- HOW TO COMPLETE THIS TASK:
Please find every line of the listing below where "main" occurs and copy it.
┌─ EXTRACTED INFORMATION
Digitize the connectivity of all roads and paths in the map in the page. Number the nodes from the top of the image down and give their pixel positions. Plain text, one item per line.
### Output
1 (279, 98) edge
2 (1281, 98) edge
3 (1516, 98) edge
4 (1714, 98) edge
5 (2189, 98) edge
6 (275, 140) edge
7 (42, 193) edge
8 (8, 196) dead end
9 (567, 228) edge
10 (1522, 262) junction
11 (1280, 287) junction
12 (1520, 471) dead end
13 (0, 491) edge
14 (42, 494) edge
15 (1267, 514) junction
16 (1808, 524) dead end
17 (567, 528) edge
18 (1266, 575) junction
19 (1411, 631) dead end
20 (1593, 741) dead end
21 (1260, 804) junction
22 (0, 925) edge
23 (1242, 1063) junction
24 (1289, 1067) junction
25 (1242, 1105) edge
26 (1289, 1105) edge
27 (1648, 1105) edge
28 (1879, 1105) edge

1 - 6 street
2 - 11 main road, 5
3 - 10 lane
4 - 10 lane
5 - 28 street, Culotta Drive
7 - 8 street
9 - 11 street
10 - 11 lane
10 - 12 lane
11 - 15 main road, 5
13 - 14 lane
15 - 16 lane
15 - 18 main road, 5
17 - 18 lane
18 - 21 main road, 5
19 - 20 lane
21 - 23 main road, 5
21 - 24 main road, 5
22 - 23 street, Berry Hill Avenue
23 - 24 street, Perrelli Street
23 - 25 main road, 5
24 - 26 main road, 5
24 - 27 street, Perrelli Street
└─
┌─ EXTRACTED INFORMATION
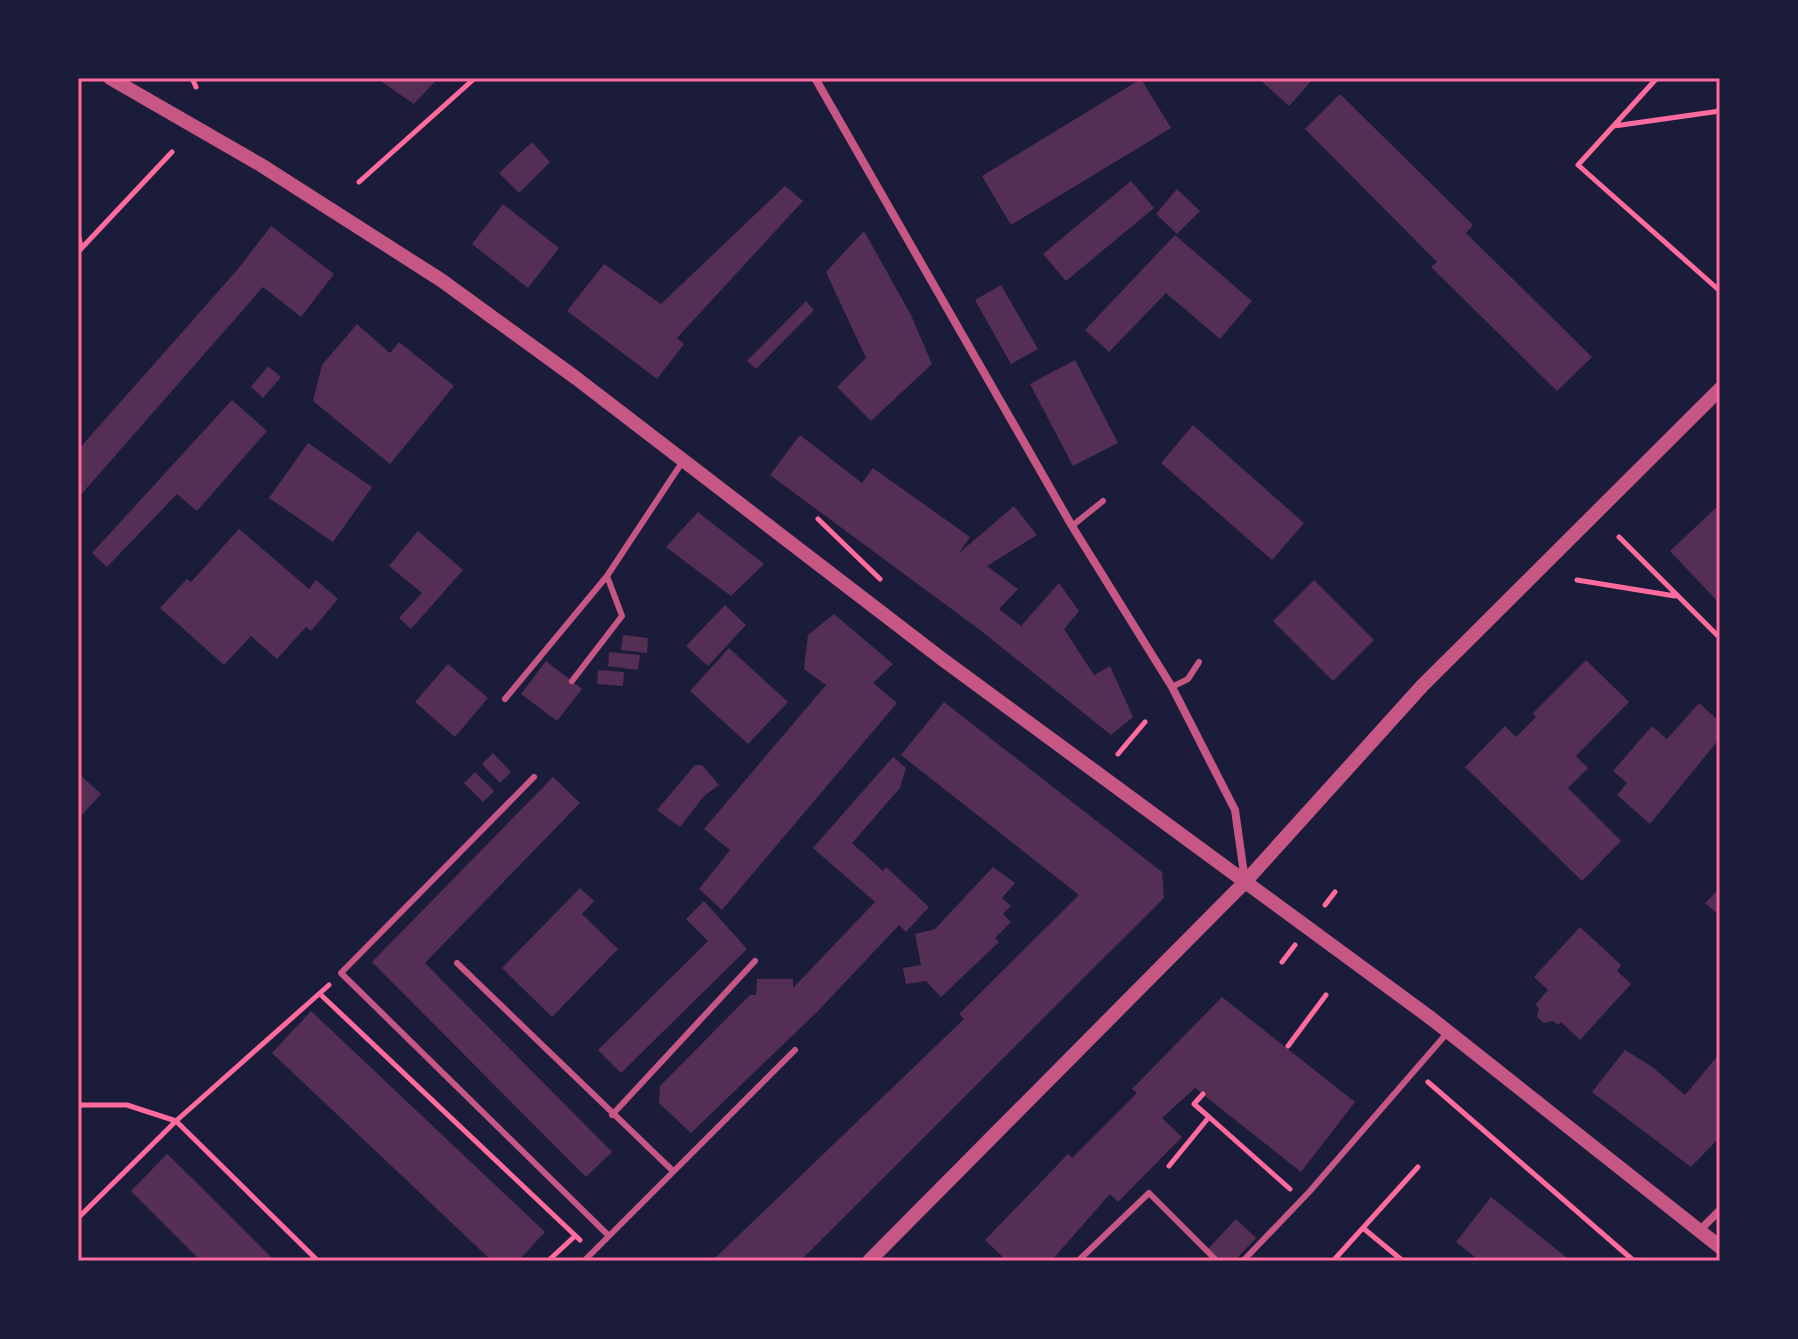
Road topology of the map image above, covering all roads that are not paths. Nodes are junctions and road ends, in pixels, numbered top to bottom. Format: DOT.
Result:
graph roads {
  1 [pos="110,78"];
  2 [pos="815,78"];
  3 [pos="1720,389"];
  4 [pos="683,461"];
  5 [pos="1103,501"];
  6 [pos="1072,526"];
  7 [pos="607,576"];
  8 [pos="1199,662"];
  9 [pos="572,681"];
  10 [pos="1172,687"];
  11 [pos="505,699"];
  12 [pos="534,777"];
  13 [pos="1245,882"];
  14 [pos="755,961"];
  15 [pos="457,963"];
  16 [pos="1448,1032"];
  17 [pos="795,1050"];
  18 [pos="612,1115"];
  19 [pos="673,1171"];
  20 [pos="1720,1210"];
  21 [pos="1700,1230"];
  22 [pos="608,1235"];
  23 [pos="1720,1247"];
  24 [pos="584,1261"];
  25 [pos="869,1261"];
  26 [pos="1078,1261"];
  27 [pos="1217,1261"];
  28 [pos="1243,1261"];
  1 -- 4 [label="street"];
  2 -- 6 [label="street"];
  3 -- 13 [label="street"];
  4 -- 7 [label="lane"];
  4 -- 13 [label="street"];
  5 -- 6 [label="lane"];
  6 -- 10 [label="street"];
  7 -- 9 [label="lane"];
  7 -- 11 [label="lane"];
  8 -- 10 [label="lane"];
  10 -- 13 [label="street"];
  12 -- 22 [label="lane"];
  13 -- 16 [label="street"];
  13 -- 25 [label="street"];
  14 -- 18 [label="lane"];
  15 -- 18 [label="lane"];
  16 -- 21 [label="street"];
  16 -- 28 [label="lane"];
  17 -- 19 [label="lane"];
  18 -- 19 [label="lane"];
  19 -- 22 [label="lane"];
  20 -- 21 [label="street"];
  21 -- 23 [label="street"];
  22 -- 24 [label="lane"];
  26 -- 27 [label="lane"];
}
└─
- TASK OUTPUT:
2 - 11 main road, 5
11 - 15 main road, 5
15 - 18 main road, 5
18 - 21 main road, 5
21 - 23 main road, 5
21 - 24 main road, 5
23 - 25 main road, 5
24 - 26 main road, 5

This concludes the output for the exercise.